Johnson & Johnson is dropping a partnership with Genmab centered around a CD38 monoclonal antibody, prompting the latter company to discontinue development of the program.
Back in 2019, the companies teamed up to develop a successor to their multiple myeloma blockbuster Darzalex, an anti-CD38 antibody. The deal gave J&J the option to license HexaBody-CD38—which was designed using Genmab tech that aims to dial up the cancer-killing power of therapeutics—after a proof-of-concept study for $150 million, plus potential milestones and royalties.
Now, the Big Pharma has determined that it won’t exercise that option, according to a March 10 release. Furthermore, Genmab has decided that it won’t continue development of the monoclonal antibody.
Genmab credited the discontinuation to a “thorough evaluation of the data, the market landscape and Genmab’s rigorous portfolio prioritization.”
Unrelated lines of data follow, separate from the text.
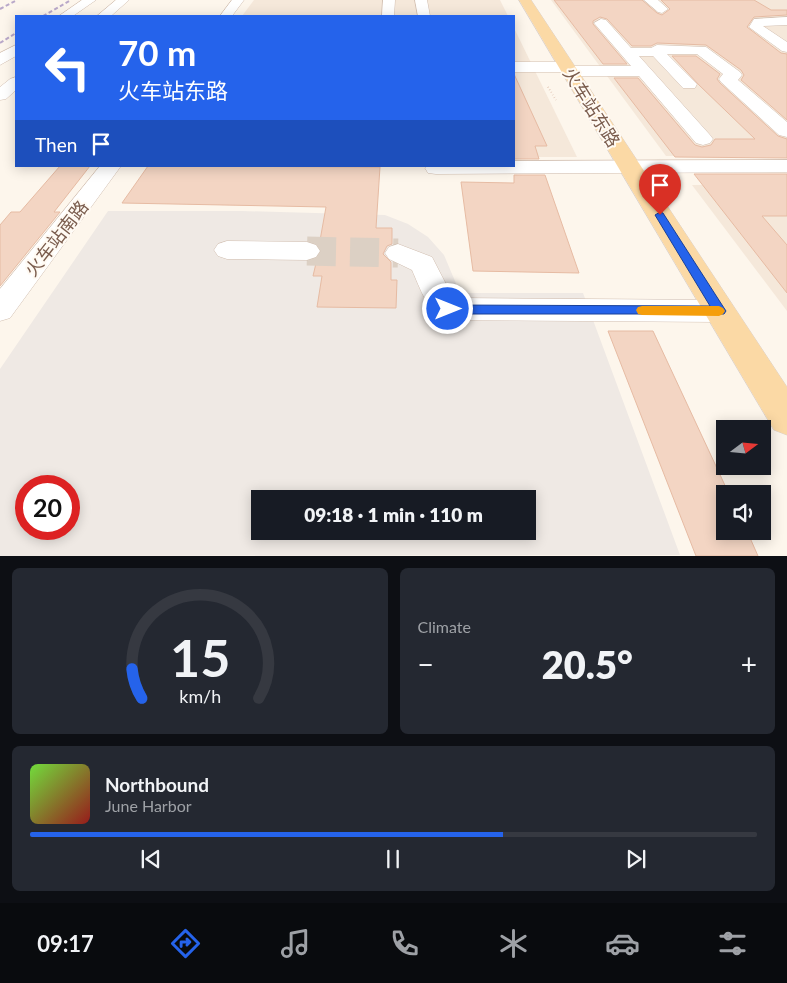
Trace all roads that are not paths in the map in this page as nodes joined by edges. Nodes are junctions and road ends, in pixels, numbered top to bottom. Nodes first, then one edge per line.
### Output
1 (90, 0) edge
2 (123, 0) edge
3 (238, 0) edge
4 (388, 0) edge
5 (421, 0) edge
6 (525, 0) edge
7 (650, 0) edge
8 (662, 9) dead end
9 (67, 15) edge
10 (104, 15) edge
11 (227, 15) edge
12 (388, 15) edge
13 (424, 15) edge
14 (787, 21) edge
15 (601, 24) dead end
16 (787, 48) edge
17 (15, 50) edge
18 (626, 52) junction
19 (657, 52) junction
20 (0, 60) edge
21 (515, 67) edge
22 (568, 69) junction
23 (643, 71) junction
24 (15, 83) edge
25 (689, 84) dead end
26 (0, 95) edge
27 (786, 131) edge
28 (703, 139) dead end
29 (787, 166) edge
30 (110, 167) edge
31 (630, 167) junction
32 (436, 168) dead end
33 (228, 250) dead end
34 (307, 251) tunnel mouth
35 (398, 253) tunnel mouth
36 (0, 310) edge
37 (720, 311) junction
38 (787, 418) edge

1 - 9 street
2 - 10 street
3 - 11 street
4 - 12 street
5 - 13 street
6 - 22 main road, 火车站东路
7 - 8 street
14 - 16 street
15 - 18 street
17 - 20 street
18 - 19 street
18 - 23 street
19 - 25 street
19 - 27 street
21 - 22 street
22 - 23 street
22 - 31 main road, 火车站东路
23 - 28 street
24 - 26 street
29 - 31 street
30 - 36 street, 火车站南路
31 - 32 street
31 - 37 main road, 火车站东路
33 - 34 street
35 - 37 street
37 - 38 main road, 火车站东路

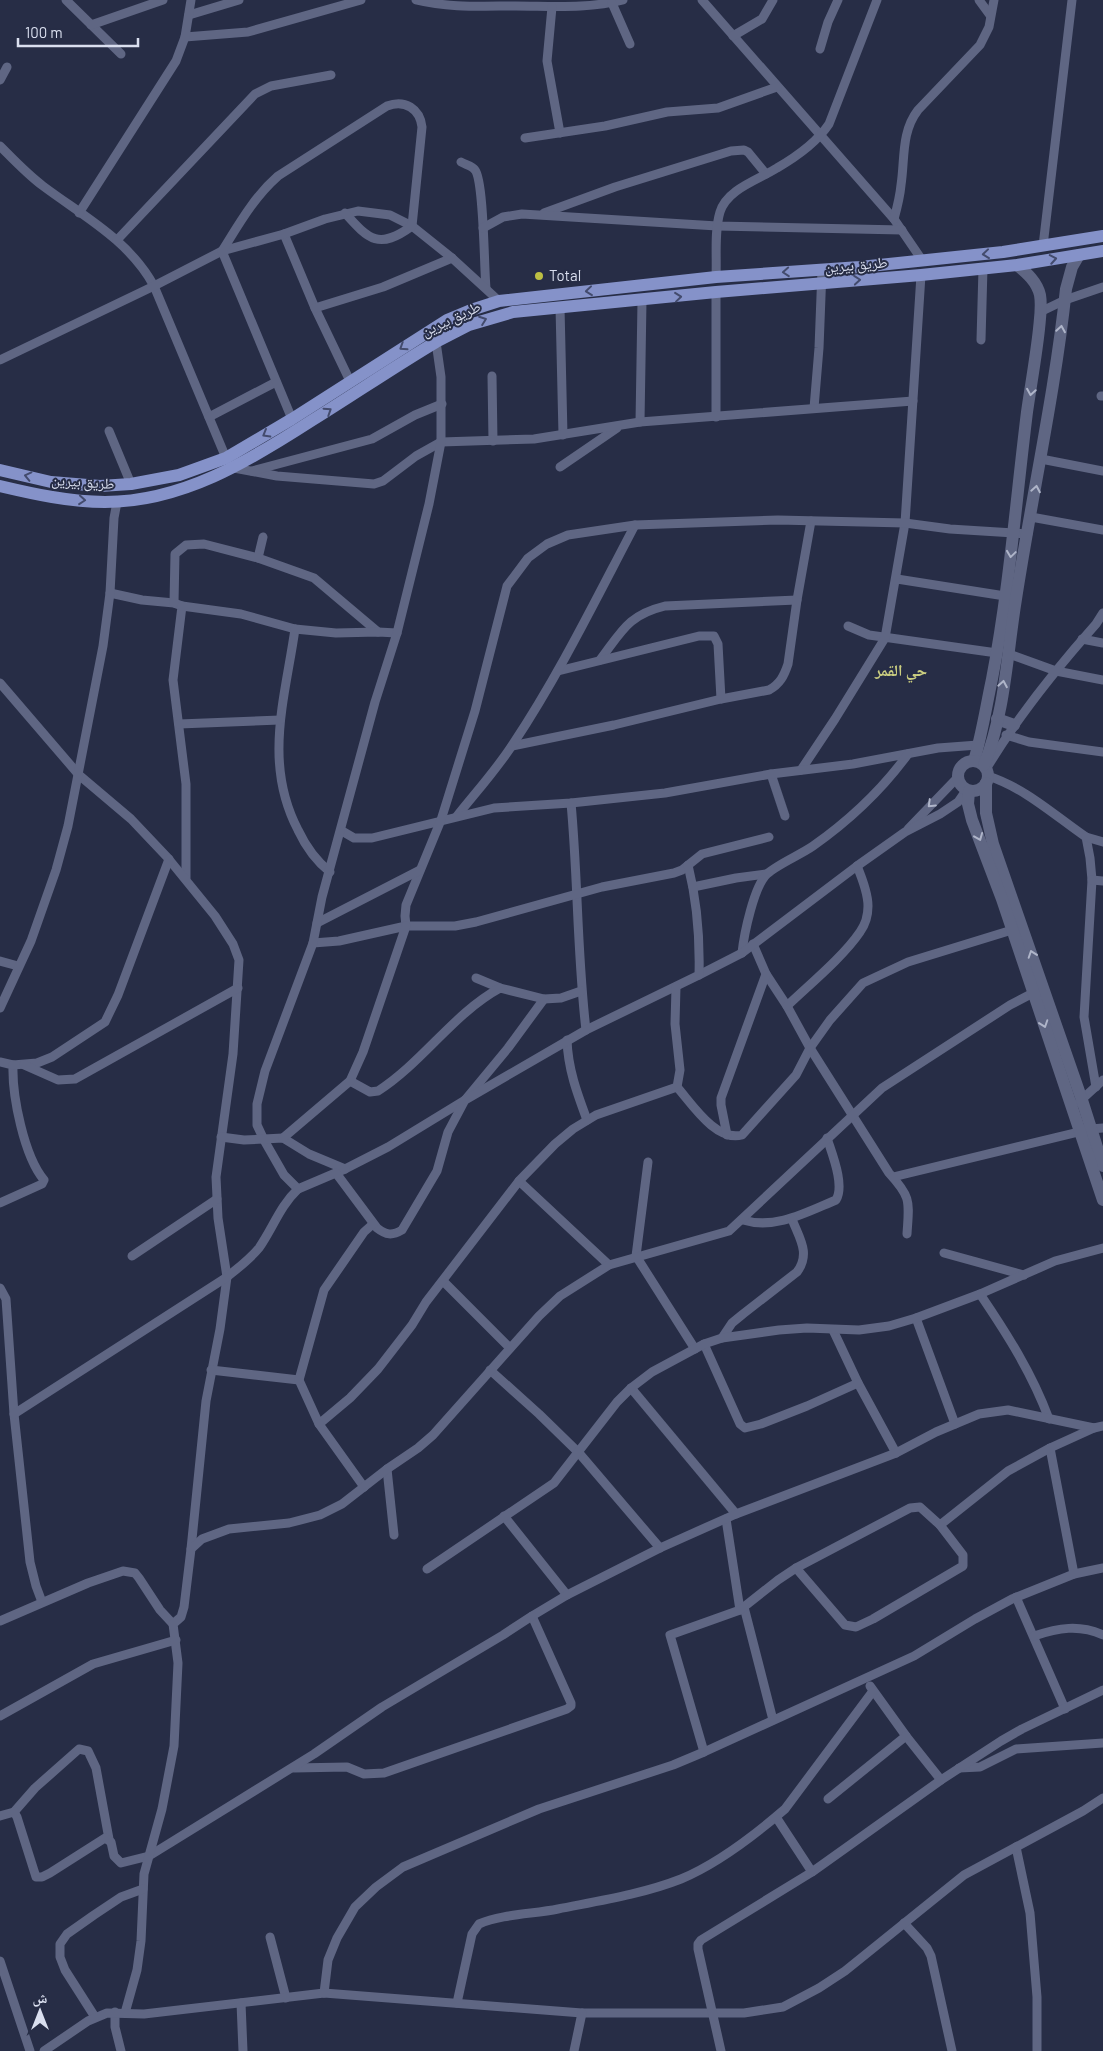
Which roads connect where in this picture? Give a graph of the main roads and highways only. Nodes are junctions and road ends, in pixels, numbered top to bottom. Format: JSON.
{"nodes":[{"id":1,"x":1103,"y":236,"type":"edge"},
{"id":2,"x":1103,"y":251,"type":"edge"},
{"id":3,"x":0,"y":470,"type":"edge"},
{"id":4,"x":0,"y":486,"type":"edge"}],
"edges":[{"from":1,"to":3,"type":"main road","name":"طريق بيرين","one_way":true},
{"from":4,"to":2,"type":"main road","name":"طريق بيرين","one_way":true}]}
In 2020, Sanofi's Sarclisa (isatuximab-irfc), a CD38-directed cytolytic antibody, snared FDA approval to treat patients with relapsed or refractory multiple myeloma. Since then, the FDA has also granted the immunotherapy approval for newly treated myeloma.
Under the terms of Genmab's agreement with J&J, the Danish company provided data from a clinical proof-of-concept study in multiple myeloma, including a head-to-head comparison with Darzalex (daratumumab).
The phase 2 expansion part of the trial assessed the objective response rate (ORR) of intravenous HexaBody-CD38 versus subcutaneous daratumumab in patients with anti-CD38 antibody-naïve relapsed or refractory multiple myeloma.
Among 84 patients evenly split in each arm, HexaBody-CD38 elicited an ORR of 55% compared to 52% in the daratumumab arm.
The complete response rate was 7% for HexaBody-CD38 and 2% for daratumumab.
Duration of response, progression-free survival and overall survival were not yet reached at the time of data cutoff. Genmab expects to share more mature data at a future medical conference.
Treatment emergent adverse events (TEAEs) affecting more than 20% of patients in the HexaBody-CD38 arm were neutropenia, infusion-related reactions, anemia and thrombocytopenia. One patient died from a TEAE in the HexaBody-CD38 arm, while two patients died in the daratumumab arm; the three deaths were not related to the study treatment, according to Genmab.
“While we are disappointed that J&J has decided not to advance HexaBody-CD38, the data confirms the clinical potential of the HexaBody platform, reinforcing its value for future applications,” Genmab CEO Jan van de Winkel, Ph.D., said in the release.
The leader instead pointed to later-stage opportunities in Genmab’s pipeline, such as rinatabart sesutecan (Rina-S)—a potential challenger to AbbVie’s Elahere that Genmab gained in its $1.8 billion ProfoundBio buyout—and PD-L1x4-1BB bispecific antibody acasunlimab. Both assets are currently undergoing phase 3 testing.
The pipeline discontinuation and J&J’s decision not to take up the option for HexaBody-CD38 do not impact Genmab’s 2025 financial guidance, according to the company.
Since the company’s announcement, which was made around 10 a.m. ET, Genmab’s stock has dropped more than 7% from its market open price of $23.93 per share, settling at $22.25 as of 1:15 p.m. ET.